Data extracted from a collection:
--- START ---
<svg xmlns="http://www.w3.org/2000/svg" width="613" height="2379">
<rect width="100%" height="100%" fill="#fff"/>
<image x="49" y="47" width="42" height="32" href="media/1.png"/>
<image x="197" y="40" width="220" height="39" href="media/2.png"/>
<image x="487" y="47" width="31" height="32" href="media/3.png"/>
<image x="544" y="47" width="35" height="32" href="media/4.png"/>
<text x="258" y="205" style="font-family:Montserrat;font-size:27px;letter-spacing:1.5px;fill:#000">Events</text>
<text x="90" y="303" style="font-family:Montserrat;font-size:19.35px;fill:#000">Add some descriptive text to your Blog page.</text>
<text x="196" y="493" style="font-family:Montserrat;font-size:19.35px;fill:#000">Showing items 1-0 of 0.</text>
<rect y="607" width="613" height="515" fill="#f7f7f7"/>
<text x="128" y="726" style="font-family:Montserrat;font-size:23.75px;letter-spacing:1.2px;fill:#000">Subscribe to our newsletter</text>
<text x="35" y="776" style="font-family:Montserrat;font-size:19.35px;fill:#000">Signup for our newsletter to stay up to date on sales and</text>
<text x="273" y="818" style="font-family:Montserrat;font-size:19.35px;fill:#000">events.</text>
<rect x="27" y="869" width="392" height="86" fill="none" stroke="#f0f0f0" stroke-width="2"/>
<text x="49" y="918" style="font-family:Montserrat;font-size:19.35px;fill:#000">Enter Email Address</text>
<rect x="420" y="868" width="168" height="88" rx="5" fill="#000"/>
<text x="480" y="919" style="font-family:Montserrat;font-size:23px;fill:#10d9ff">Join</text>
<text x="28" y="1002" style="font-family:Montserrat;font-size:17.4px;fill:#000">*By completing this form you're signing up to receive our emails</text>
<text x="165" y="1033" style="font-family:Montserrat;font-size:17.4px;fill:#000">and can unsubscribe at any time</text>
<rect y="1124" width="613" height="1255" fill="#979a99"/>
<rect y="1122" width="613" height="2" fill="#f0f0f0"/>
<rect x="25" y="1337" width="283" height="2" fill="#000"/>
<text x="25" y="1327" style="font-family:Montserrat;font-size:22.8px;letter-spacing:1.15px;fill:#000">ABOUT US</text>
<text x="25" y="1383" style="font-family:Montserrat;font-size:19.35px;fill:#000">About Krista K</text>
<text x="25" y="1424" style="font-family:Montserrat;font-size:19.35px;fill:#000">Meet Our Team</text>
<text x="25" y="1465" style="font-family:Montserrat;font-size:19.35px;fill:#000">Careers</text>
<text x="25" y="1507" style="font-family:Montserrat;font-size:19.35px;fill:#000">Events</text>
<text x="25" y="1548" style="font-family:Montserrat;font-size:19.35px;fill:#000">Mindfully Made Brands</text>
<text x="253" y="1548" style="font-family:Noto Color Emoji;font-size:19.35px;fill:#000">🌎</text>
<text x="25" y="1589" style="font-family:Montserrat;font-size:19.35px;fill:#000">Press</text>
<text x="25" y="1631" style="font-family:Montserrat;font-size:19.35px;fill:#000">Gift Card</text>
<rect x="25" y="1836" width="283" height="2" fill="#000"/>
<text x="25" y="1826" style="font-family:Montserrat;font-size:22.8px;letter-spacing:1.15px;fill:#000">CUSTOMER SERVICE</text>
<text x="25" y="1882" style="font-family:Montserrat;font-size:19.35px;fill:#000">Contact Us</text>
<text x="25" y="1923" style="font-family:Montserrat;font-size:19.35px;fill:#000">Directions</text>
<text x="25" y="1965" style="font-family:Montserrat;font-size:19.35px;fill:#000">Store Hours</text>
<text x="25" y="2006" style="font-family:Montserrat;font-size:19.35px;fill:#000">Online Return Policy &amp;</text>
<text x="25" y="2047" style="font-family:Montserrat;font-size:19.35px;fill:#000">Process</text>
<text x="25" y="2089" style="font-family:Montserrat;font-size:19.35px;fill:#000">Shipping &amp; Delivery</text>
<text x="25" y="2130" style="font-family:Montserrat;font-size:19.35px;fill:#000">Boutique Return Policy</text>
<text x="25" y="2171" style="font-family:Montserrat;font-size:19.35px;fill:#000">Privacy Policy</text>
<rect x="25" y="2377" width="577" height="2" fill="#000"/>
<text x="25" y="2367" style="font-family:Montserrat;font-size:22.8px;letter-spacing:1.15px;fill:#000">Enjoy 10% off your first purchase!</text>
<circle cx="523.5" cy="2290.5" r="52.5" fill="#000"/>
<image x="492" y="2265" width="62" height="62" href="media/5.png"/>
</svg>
--- END ---
--- START ---
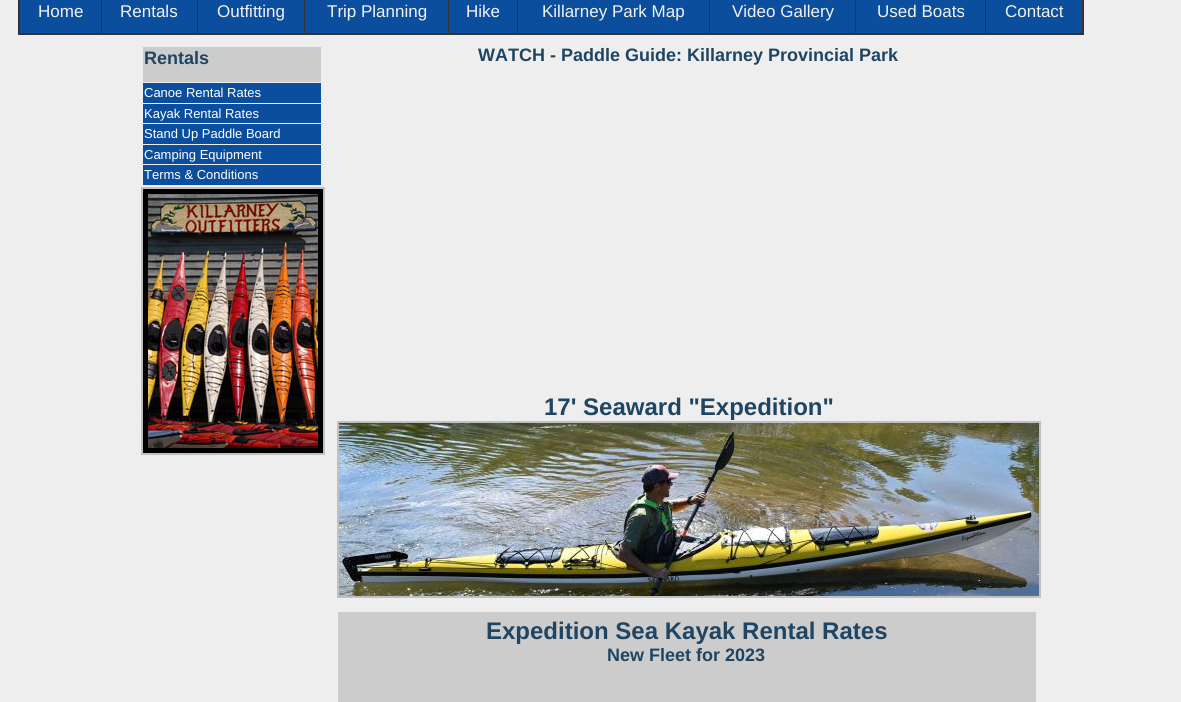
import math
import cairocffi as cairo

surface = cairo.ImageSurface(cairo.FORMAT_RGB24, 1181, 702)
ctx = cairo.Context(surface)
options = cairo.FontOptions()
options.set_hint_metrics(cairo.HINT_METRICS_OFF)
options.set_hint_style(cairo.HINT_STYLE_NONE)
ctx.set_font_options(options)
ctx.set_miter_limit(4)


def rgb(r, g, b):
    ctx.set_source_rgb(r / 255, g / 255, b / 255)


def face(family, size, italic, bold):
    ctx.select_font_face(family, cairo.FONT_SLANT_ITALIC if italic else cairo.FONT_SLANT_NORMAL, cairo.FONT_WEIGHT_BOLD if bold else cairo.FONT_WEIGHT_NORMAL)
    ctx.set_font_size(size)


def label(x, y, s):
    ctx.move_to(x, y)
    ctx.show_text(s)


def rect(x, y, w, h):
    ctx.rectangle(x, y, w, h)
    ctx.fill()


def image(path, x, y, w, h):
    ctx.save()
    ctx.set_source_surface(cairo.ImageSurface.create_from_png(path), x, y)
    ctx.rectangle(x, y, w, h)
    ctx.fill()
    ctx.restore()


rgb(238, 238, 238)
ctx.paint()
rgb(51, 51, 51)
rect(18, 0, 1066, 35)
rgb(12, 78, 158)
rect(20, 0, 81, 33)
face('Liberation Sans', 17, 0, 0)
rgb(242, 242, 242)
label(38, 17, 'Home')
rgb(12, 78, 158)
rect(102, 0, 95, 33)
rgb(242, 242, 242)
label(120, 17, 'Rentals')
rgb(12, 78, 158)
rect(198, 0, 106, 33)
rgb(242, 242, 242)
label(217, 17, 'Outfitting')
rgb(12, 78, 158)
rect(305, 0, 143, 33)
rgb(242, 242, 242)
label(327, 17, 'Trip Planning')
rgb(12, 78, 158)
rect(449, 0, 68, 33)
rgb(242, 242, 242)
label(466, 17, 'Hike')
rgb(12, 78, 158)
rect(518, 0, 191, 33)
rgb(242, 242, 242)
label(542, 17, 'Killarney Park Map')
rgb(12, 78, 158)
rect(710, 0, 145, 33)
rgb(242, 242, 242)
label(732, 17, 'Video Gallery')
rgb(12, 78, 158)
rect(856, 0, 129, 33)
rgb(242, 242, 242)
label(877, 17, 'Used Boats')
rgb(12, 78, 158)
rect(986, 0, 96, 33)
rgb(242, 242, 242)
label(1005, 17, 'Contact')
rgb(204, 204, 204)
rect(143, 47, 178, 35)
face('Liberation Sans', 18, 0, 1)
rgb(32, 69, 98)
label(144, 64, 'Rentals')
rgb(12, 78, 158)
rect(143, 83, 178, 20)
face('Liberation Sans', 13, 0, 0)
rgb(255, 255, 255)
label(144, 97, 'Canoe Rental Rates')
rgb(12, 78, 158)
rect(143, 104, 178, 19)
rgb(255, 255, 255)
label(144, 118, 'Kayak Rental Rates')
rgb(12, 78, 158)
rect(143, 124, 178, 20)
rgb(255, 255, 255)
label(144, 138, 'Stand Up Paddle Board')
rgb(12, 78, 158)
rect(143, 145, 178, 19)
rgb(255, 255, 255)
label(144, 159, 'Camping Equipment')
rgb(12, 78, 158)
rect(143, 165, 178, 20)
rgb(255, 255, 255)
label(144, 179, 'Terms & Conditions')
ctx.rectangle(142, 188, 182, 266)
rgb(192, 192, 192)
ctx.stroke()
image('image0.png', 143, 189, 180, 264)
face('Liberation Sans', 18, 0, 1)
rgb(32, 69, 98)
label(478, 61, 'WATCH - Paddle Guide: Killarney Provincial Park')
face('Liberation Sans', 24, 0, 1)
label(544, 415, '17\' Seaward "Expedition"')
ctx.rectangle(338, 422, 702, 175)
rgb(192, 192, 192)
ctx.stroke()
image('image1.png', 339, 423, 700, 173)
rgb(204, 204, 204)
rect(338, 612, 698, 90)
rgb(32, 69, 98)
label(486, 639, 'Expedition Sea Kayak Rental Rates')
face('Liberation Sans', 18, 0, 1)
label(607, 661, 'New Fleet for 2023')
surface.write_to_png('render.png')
--- END ---
--- START ---
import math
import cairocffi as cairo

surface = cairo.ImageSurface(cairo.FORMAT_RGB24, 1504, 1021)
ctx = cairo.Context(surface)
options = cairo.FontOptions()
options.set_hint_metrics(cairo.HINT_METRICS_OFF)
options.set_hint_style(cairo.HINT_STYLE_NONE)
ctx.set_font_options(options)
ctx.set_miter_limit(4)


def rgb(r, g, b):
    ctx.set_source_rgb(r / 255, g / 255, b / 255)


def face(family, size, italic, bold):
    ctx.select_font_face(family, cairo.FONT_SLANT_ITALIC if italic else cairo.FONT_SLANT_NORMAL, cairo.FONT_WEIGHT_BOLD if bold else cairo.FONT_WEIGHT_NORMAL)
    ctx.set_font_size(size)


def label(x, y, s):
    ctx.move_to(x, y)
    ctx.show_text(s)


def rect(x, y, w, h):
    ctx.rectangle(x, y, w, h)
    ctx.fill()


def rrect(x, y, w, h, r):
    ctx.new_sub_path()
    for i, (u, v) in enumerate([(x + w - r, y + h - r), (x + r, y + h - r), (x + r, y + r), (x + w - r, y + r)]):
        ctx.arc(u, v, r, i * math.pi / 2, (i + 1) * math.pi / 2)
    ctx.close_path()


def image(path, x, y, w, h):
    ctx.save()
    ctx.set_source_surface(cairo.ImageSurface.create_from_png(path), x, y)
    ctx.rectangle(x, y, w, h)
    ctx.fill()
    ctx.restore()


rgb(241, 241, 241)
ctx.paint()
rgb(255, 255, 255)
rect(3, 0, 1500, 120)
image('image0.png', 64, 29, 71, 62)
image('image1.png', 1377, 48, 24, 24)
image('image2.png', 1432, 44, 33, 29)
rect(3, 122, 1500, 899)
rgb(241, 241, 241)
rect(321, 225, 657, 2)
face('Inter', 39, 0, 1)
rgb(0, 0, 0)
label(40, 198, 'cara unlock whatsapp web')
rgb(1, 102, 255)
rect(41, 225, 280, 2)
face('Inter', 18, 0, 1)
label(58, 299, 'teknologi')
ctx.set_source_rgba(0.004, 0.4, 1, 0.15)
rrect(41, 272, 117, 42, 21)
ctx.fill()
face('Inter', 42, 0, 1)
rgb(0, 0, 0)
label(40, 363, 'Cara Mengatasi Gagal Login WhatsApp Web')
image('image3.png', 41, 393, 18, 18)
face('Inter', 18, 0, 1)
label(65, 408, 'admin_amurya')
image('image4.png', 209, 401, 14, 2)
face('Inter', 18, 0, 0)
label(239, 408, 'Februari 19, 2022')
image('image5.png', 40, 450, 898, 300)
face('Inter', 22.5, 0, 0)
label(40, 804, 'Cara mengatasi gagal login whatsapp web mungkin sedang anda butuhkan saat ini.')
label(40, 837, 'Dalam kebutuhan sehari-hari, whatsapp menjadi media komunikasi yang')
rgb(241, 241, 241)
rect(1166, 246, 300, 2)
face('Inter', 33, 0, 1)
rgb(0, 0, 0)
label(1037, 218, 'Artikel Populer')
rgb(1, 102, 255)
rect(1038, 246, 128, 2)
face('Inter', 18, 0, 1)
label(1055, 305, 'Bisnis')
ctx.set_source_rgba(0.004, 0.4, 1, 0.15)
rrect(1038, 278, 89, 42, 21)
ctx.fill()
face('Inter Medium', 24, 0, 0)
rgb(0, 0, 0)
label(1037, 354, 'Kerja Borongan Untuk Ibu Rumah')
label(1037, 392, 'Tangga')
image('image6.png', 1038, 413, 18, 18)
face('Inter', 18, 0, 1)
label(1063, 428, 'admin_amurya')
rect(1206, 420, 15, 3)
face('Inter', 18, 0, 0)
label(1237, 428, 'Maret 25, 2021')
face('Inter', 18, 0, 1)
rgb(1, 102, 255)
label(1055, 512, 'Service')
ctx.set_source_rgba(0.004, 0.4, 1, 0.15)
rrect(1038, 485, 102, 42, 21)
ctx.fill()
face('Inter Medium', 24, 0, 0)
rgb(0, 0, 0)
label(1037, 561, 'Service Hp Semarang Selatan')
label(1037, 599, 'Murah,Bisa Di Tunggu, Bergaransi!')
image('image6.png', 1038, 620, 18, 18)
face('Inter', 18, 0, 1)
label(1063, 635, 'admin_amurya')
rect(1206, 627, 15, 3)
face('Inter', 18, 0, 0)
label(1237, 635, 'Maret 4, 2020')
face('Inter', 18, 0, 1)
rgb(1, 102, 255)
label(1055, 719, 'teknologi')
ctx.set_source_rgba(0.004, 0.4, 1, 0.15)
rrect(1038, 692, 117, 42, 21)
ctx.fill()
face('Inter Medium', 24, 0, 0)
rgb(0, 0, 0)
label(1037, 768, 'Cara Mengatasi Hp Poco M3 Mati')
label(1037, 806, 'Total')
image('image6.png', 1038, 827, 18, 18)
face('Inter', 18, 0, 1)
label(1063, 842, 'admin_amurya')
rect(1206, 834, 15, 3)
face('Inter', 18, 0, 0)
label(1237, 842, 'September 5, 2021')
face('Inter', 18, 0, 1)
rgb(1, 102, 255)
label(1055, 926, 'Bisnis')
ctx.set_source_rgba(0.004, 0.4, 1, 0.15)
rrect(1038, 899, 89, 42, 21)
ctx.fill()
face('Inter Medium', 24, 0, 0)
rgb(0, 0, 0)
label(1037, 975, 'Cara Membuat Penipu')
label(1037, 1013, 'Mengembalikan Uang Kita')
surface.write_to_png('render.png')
--- END ---
From the data, report how many lines hold "ImageSurface", leaving out any other words.

4